WORK REQUIRED - Print the entries below again exactly as they stand, but skip any picture.

RECORDS TO USE -
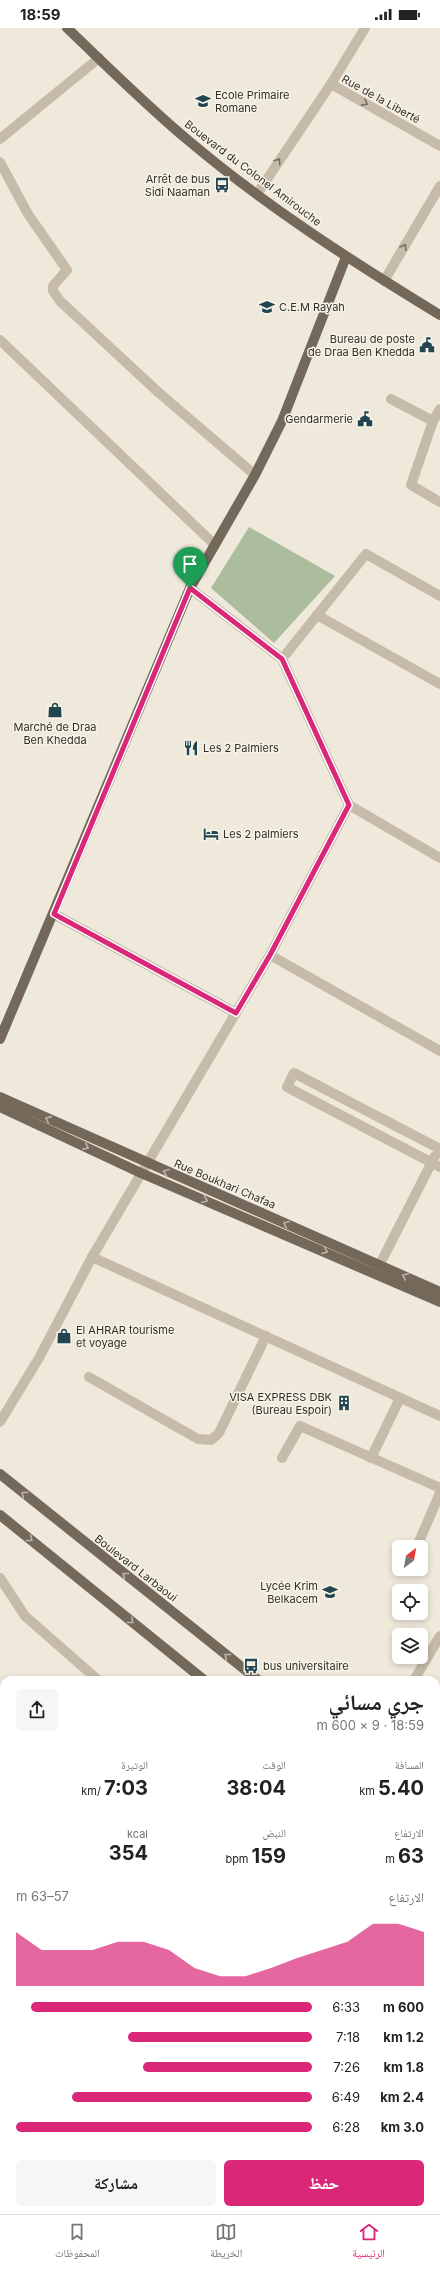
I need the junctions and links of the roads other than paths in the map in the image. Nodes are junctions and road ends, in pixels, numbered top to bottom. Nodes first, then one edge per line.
1 (67, 28) edge
2 (365, 28) edge
3 (99, 58) junction
4 (331, 84) junction
5 (0, 139) edge
6 (440, 146) edge
7 (0, 162) edge
8 (440, 186) edge
9 (257, 194) junction
10 (346, 257) junction
11 (384, 281) junction
12 (440, 315) edge
13 (0, 340) edge
14 (391, 399) dead end
15 (440, 408) edge
16 (433, 421) junction
17 (255, 475) junction
18 (440, 502) edge
19 (215, 545) junction
20 (190, 588) junction
21 (440, 596) edge
22 (317, 615) junction
23 (282, 659) junction
24 (440, 684) edge
25 (349, 805) junction
26 (440, 858) edge
27 (54, 914) junction
28 (270, 955) junction
29 (236, 1013) junction
30 (0, 1039) edge
31 (440, 1051) edge
32 (0, 1098) edge
33 (0, 1107) edge
34 (440, 1148) edge
35 (436, 1165) edge
36 (144, 1168) junction
37 (92, 1257) junction
38 (378, 1269) junction
39 (440, 1292) edge
40 (440, 1302) edge
41 (266, 1336) junction
42 (88, 1377) dead end
43 (400, 1398) junction
44 (440, 1416) edge
45 (0, 1422) edge
46 (282, 1458) dead end
47 (371, 1458) junction
48 (0, 1474) edge
49 (440, 1488) edge
50 (440, 1492) edge
51 (0, 1515) edge
52 (420, 1540) edge
53 (0, 1578) edge
54 (3, 1591) edge
55 (440, 1636) edge
56 (93, 1676) edge
57 (199, 1676) edge
58 (253, 1676) edge
59 (416, 1676) edge

1 - 3 main road, Bouevard du Colonel Amirouche
2 - 4 street
3 - 5 street
3 - 9 main road, Bouevard du Colonel Amirouche
4 -> 6 street, Rue de la Liberté
9 -> 4 street
7 - 17 street
11 -> 8 street
9 - 10 main road, Bouevard du Colonel Amirouche
10 - 11 main road, Bouevard du Colonel Amirouche
10 - 17 main road
11 - 12 main road, Bouevard du Colonel Amirouche
13 - 19 street
14 - 16 street
15 - 16 street
16 - 18 street
17 - 19 main road
19 - 20 main road
20 - 23 street
20 - 27 main road
21 - 22 street
22 - 23 street
22 - 24 street
23 - 25 street
25 - 26 street
25 - 28 street
27 - 29 street
27 - 30 main road
28 - 29 street
28 - 31 street
29 - 36 street
36 -> 32 main road, Rue Boukhari Chafaa
33 -> 36 main road, Rue Boukhari Chafaa
34 - 35 street
34 - 35 street
35 - 38 street
36 - 37 street
36 - 38 main road, Rue Boukhari Chafaa
37 - 41 street
37 - 45 street
39 -> 38 main road, Rue Boukhari Chafaa
38 - 40 main road, Rue Boukhari Chafaa
41 - 42 street
41 - 43 street
43 - 44 street
43 - 47 street
46 - 47 street
47 - 49 street
58 -> 48 main road, Boulevard Larbaoui
50 - 52 street
51 -> 57 main road
53 - 54 street
54 - 56 street
55 - 59 street

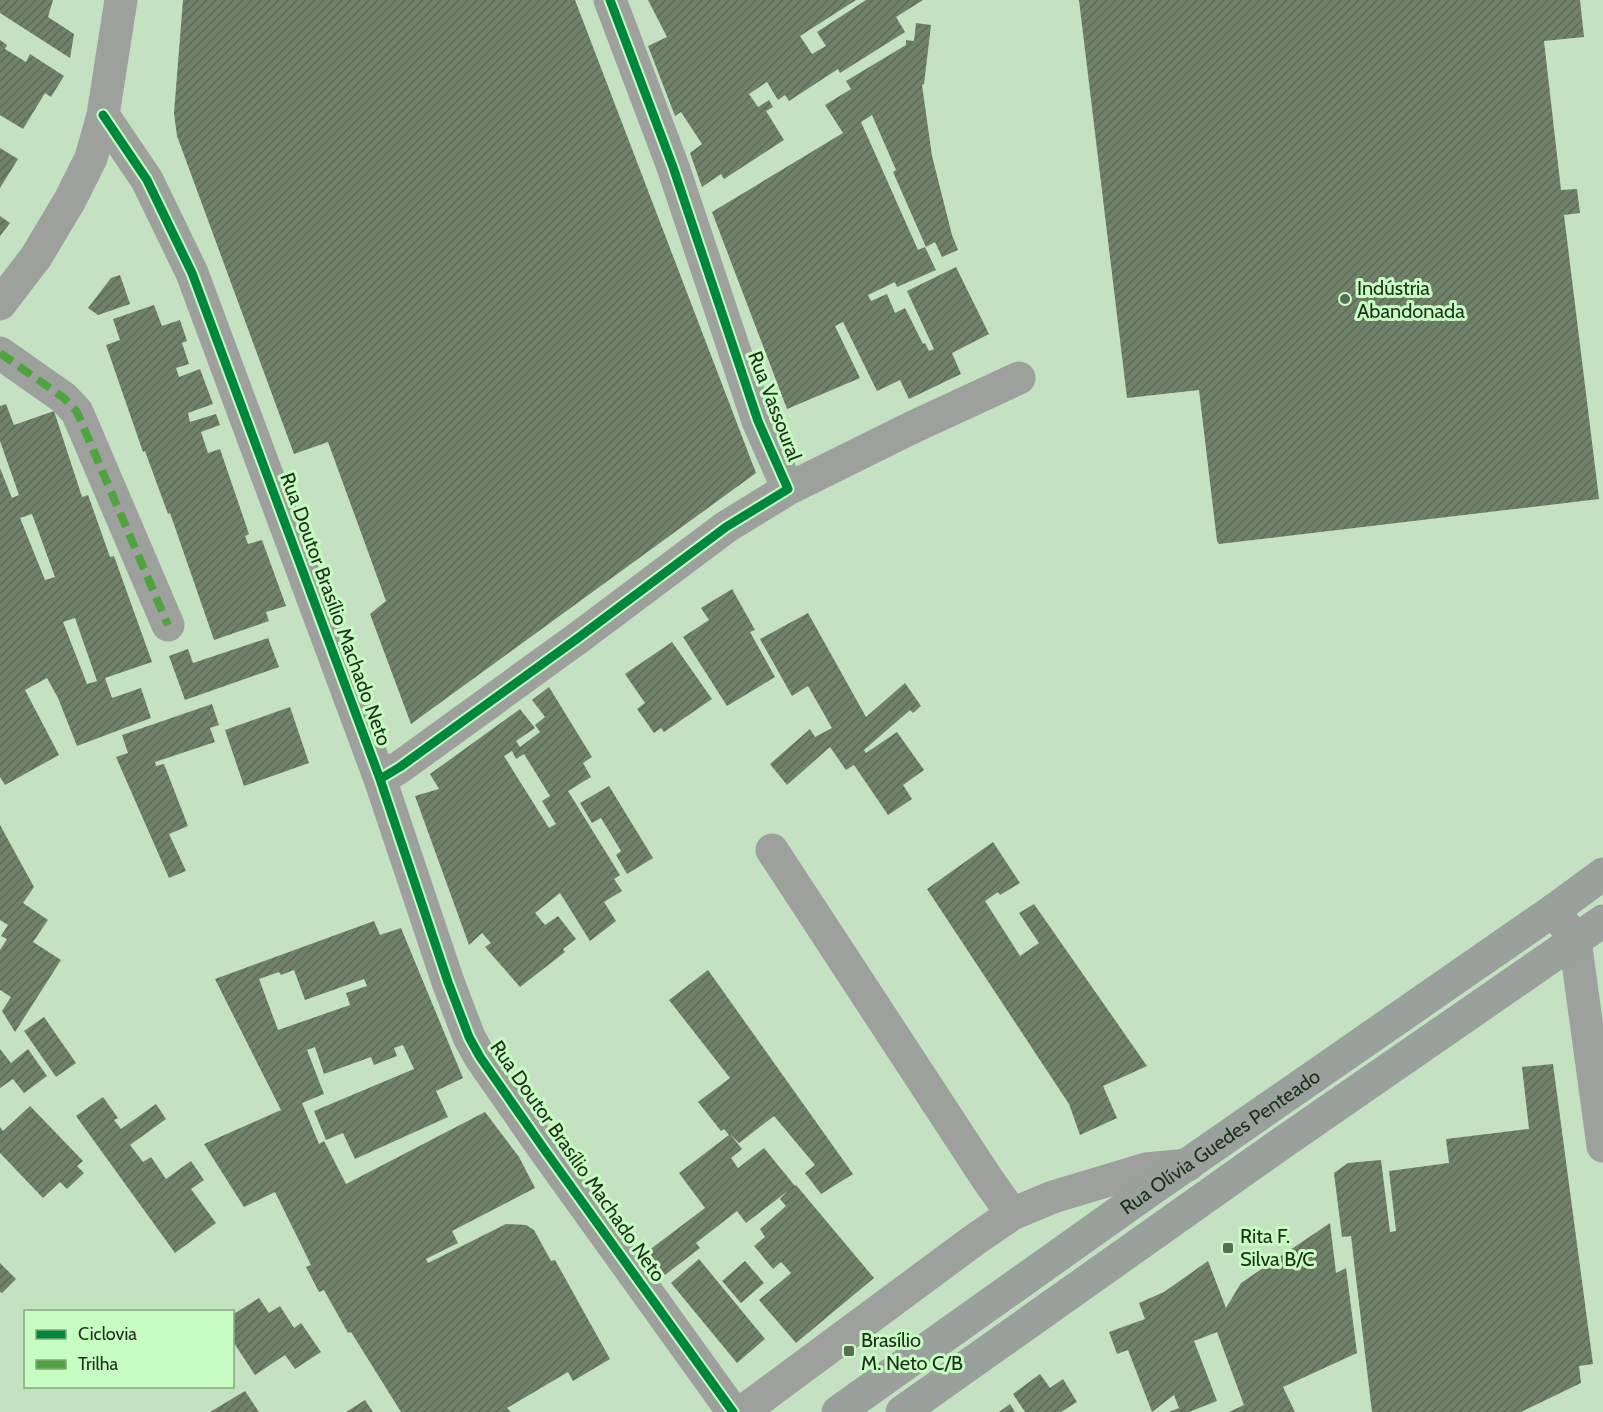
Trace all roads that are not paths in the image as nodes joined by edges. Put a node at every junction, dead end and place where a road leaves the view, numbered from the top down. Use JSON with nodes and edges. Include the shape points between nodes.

RESULT FOR THIS EXERCISE -
I need the junctions and links of the roads other than paths in the map in the image. Nodes are junctions and road ends, in pixels, numbered top to bottom. Nodes first, then one edge per line.
1 (67, 28) edge
2 (365, 28) edge
3 (99, 58) junction
4 (331, 84) junction
5 (0, 139) edge
6 (440, 146) edge
7 (0, 162) edge
8 (440, 186) edge
9 (257, 194) junction
10 (346, 257) junction
11 (384, 281) junction
12 (440, 315) edge
13 (0, 340) edge
14 (391, 399) dead end
15 (440, 408) edge
16 (433, 421) junction
17 (255, 475) junction
18 (440, 502) edge
19 (215, 545) junction
20 (190, 588) junction
21 (440, 596) edge
22 (317, 615) junction
23 (282, 659) junction
24 (440, 684) edge
25 (349, 805) junction
26 (440, 858) edge
27 (54, 914) junction
28 (270, 955) junction
29 (236, 1013) junction
30 (0, 1039) edge
31 (440, 1051) edge
32 (0, 1098) edge
33 (0, 1107) edge
34 (440, 1148) edge
35 (436, 1165) edge
36 (144, 1168) junction
37 (92, 1257) junction
38 (378, 1269) junction
39 (440, 1292) edge
40 (440, 1302) edge
41 (266, 1336) junction
42 (88, 1377) dead end
43 (400, 1398) junction
44 (440, 1416) edge
45 (0, 1422) edge
46 (282, 1458) dead end
47 (371, 1458) junction
48 (0, 1474) edge
49 (440, 1488) edge
50 (440, 1492) edge
51 (0, 1515) edge
52 (420, 1540) edge
53 (0, 1578) edge
54 (3, 1591) edge
55 (440, 1636) edge
56 (93, 1676) edge
57 (199, 1676) edge
58 (253, 1676) edge
59 (416, 1676) edge

1 - 3 main road, Bouevard du Colonel Amirouche
2 - 4 street
3 - 5 street
3 - 9 main road, Bouevard du Colonel Amirouche
4 -> 6 street, Rue de la Liberté
9 -> 4 street
7 - 17 street
11 -> 8 street
9 - 10 main road, Bouevard du Colonel Amirouche
10 - 11 main road, Bouevard du Colonel Amirouche
10 - 17 main road
11 - 12 main road, Bouevard du Colonel Amirouche
13 - 19 street
14 - 16 street
15 - 16 street
16 - 18 street
17 - 19 main road
19 - 20 main road
20 - 23 street
20 - 27 main road
21 - 22 street
22 - 23 street
22 - 24 street
23 - 25 street
25 - 26 street
25 - 28 street
27 - 29 street
27 - 30 main road
28 - 29 street
28 - 31 street
29 - 36 street
36 -> 32 main road, Rue Boukhari Chafaa
33 -> 36 main road, Rue Boukhari Chafaa
34 - 35 street
34 - 35 street
35 - 38 street
36 - 37 street
36 - 38 main road, Rue Boukhari Chafaa
37 - 41 street
37 - 45 street
39 -> 38 main road, Rue Boukhari Chafaa
38 - 40 main road, Rue Boukhari Chafaa
41 - 42 street
41 - 43 street
43 - 44 street
43 - 47 street
46 - 47 street
47 - 49 street
58 -> 48 main road, Boulevard Larbaoui
50 - 52 street
51 -> 57 main road
53 - 54 street
54 - 56 street
55 - 59 street

Trace all roads that are not paths in the image as nodes joined by edges. Put a node at every junction, dead end and place where a road leaves the view, numbered from the top down. Use JSON with nodes and edges. Include the shape points between nodes.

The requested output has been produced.